Tel Aviv - Uma investigação interna feita pela Marinha de Israel apontou erros de inteligência e de planejamento no ataque de militares judaicos contra a frota que levava ajuda humanitária à Faixa de Gaza. Essa conclusão foi divulgada pela Rádio Israel, um meio de comunicação oficial, e reproduzida pelo jornal “Haaretz”.
O confronto, ocorrido no último dia 31, deixou nove manifestantes mortos. O governo de Israel alega que seus militares foram atacados antes, ao invadirem a embarcação.
Segundo essa sindicância da Marinha israelense, falhas prévias à ação fizeram com que o grupo de militares diretamente envolvido no confronto não dispusesse de informações suficientes sobre a possibilidade de uma resistência violenta por parte dos ativistas.

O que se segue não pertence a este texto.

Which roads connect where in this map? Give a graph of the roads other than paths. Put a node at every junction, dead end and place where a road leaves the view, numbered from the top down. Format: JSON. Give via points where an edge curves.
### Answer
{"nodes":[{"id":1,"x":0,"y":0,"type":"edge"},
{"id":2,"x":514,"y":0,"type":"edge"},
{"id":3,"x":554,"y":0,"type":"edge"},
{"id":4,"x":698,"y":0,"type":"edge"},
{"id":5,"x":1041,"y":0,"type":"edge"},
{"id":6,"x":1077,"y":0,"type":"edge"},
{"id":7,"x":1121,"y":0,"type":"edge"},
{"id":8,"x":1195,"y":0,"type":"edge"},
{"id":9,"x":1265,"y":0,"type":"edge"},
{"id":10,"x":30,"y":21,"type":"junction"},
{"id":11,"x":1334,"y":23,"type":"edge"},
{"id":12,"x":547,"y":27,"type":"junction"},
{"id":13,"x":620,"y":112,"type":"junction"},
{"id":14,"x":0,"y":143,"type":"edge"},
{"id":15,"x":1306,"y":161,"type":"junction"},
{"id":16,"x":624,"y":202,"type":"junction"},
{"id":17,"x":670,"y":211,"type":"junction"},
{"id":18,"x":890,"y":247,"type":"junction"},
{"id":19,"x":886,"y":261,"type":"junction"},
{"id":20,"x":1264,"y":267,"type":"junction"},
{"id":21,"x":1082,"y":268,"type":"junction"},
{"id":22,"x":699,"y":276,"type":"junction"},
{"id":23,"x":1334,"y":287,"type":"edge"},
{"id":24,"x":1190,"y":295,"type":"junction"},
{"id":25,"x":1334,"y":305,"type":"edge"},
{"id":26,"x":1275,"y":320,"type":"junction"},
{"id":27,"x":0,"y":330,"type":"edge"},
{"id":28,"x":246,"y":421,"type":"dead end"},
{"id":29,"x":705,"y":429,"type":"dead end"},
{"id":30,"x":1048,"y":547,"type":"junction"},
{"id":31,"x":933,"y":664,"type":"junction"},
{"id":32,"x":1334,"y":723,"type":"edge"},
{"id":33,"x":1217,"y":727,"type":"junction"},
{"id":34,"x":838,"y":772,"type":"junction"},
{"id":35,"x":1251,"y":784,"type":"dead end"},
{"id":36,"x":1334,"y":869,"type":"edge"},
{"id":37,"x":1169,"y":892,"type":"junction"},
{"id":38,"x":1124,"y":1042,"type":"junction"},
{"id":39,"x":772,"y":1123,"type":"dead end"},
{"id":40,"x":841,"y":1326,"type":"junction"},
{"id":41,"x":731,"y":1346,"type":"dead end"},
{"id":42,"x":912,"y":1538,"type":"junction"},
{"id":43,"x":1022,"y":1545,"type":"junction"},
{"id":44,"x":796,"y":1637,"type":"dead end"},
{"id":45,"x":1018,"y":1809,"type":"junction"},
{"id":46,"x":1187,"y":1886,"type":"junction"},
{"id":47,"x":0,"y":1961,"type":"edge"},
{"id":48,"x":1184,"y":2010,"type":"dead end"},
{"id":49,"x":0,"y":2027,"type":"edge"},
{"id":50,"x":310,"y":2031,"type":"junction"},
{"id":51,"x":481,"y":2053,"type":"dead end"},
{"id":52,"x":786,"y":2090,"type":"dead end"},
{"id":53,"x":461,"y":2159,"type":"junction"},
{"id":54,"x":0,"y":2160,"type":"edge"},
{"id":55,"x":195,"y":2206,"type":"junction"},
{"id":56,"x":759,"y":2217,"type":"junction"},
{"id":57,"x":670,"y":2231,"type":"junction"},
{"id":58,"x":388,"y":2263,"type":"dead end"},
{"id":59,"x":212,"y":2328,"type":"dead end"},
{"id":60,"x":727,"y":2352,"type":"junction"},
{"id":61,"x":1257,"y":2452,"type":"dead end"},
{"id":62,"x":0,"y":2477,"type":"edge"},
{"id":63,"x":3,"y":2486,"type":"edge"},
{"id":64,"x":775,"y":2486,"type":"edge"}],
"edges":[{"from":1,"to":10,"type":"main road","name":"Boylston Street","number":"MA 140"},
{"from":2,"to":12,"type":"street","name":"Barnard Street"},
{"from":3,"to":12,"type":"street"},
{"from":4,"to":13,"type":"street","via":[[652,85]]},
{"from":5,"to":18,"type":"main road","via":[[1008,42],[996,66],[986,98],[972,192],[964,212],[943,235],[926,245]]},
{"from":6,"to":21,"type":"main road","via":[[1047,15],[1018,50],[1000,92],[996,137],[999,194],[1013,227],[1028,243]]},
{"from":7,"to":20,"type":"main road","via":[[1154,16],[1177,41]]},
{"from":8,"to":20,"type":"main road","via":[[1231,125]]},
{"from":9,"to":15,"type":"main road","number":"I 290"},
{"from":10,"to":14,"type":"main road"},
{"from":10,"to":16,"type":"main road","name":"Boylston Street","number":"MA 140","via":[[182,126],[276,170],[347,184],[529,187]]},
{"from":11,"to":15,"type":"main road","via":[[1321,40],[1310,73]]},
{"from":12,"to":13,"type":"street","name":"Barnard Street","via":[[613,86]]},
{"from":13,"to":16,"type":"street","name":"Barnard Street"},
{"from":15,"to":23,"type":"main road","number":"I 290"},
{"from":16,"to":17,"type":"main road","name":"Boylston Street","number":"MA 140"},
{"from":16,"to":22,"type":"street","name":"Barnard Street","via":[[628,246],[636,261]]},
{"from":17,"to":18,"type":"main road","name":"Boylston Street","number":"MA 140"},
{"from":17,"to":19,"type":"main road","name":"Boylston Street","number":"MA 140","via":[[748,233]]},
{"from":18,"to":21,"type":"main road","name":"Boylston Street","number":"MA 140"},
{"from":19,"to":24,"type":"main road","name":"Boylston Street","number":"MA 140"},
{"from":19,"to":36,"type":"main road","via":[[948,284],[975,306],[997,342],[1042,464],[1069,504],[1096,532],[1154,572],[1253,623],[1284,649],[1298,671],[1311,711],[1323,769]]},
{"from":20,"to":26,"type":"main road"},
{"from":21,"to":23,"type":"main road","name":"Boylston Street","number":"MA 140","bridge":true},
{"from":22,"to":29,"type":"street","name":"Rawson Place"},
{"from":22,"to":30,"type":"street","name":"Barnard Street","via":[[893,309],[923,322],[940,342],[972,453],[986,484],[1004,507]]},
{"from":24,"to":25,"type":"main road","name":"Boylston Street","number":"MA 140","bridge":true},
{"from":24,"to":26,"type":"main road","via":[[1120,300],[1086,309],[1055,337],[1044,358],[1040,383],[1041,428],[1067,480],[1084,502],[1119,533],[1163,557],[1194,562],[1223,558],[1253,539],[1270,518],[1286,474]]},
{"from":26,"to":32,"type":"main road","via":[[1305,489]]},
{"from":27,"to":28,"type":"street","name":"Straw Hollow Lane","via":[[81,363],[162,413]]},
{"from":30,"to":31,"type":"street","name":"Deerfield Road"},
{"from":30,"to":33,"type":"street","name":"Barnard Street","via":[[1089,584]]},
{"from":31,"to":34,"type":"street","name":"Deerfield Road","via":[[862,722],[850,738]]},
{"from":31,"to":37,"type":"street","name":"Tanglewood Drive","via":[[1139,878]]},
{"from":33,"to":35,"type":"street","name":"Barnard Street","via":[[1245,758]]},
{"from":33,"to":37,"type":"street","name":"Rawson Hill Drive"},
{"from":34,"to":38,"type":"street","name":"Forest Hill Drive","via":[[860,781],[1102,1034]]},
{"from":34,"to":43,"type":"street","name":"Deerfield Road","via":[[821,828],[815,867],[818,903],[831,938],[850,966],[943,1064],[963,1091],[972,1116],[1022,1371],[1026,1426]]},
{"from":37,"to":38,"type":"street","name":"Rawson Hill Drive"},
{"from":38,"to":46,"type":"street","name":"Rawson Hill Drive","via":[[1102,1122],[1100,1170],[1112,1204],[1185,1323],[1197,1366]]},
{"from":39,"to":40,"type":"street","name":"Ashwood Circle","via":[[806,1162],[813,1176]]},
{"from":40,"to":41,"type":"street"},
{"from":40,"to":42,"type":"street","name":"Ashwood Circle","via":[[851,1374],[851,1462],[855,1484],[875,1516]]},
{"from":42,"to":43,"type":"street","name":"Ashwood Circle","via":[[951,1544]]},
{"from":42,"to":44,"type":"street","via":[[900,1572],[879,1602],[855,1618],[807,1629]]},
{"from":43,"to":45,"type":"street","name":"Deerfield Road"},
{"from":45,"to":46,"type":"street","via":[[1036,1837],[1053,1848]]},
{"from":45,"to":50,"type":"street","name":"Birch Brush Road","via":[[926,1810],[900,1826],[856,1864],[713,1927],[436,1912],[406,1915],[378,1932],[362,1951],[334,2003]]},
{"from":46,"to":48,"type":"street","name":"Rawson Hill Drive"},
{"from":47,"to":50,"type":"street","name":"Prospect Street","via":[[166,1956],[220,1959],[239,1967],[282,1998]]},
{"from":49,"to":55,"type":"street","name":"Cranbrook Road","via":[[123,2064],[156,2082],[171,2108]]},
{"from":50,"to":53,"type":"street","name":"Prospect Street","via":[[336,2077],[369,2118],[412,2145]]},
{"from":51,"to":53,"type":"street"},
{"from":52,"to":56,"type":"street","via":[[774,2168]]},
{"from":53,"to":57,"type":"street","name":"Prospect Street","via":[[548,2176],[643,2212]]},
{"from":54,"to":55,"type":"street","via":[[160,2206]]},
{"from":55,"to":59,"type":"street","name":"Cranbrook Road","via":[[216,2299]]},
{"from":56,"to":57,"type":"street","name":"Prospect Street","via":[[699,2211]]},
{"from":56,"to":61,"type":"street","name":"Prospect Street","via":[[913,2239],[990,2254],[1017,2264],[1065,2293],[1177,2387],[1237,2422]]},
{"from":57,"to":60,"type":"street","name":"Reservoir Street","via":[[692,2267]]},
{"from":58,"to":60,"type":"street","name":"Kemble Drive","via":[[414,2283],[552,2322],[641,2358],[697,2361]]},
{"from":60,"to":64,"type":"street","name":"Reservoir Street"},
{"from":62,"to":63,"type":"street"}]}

O inquérito, no entanto, exime de responsabilidades os integrantes das forças de segurança do país diretamente envolvidos neste confronto. Eles teriam agido de forma adequada, dadas as circunstâncias.
O erro, conclui a investigação, foi não utilizar outros métodos dissuasórios, como jatos d’água e bombas de fumaça, antes de os militares invadirem a embarcação. O confronto, e as mortes dele resultantes, chamaram atenção mundial para o bloqueio imposto por Israel à faixa de Gaza desde 2007.
O rígido controle sobre o que entra e o que sai do território palestino por terra e mar foi imposto após o grupo radical Hamas, que vencera eleições legislativas no ano anterior contra o Fatah, tomar controle da região e expulsar o rival.
Sob pressão, o governo israelense confirmou hoje a flexibilização do bloqueio que já havia anunciado no final da semana passada.
Ficam suspensas todas as restrições à entrada de gêneros alimentícios e passa a ser permitida uma maior entrada de materiais de construção, a serem usados sob supervisão externa.
O Governo de Israel mantém o objetivo principal do bloqueio, que é impedir o acesso do Hamas a armas ou materiais para a fabricação de armamentos.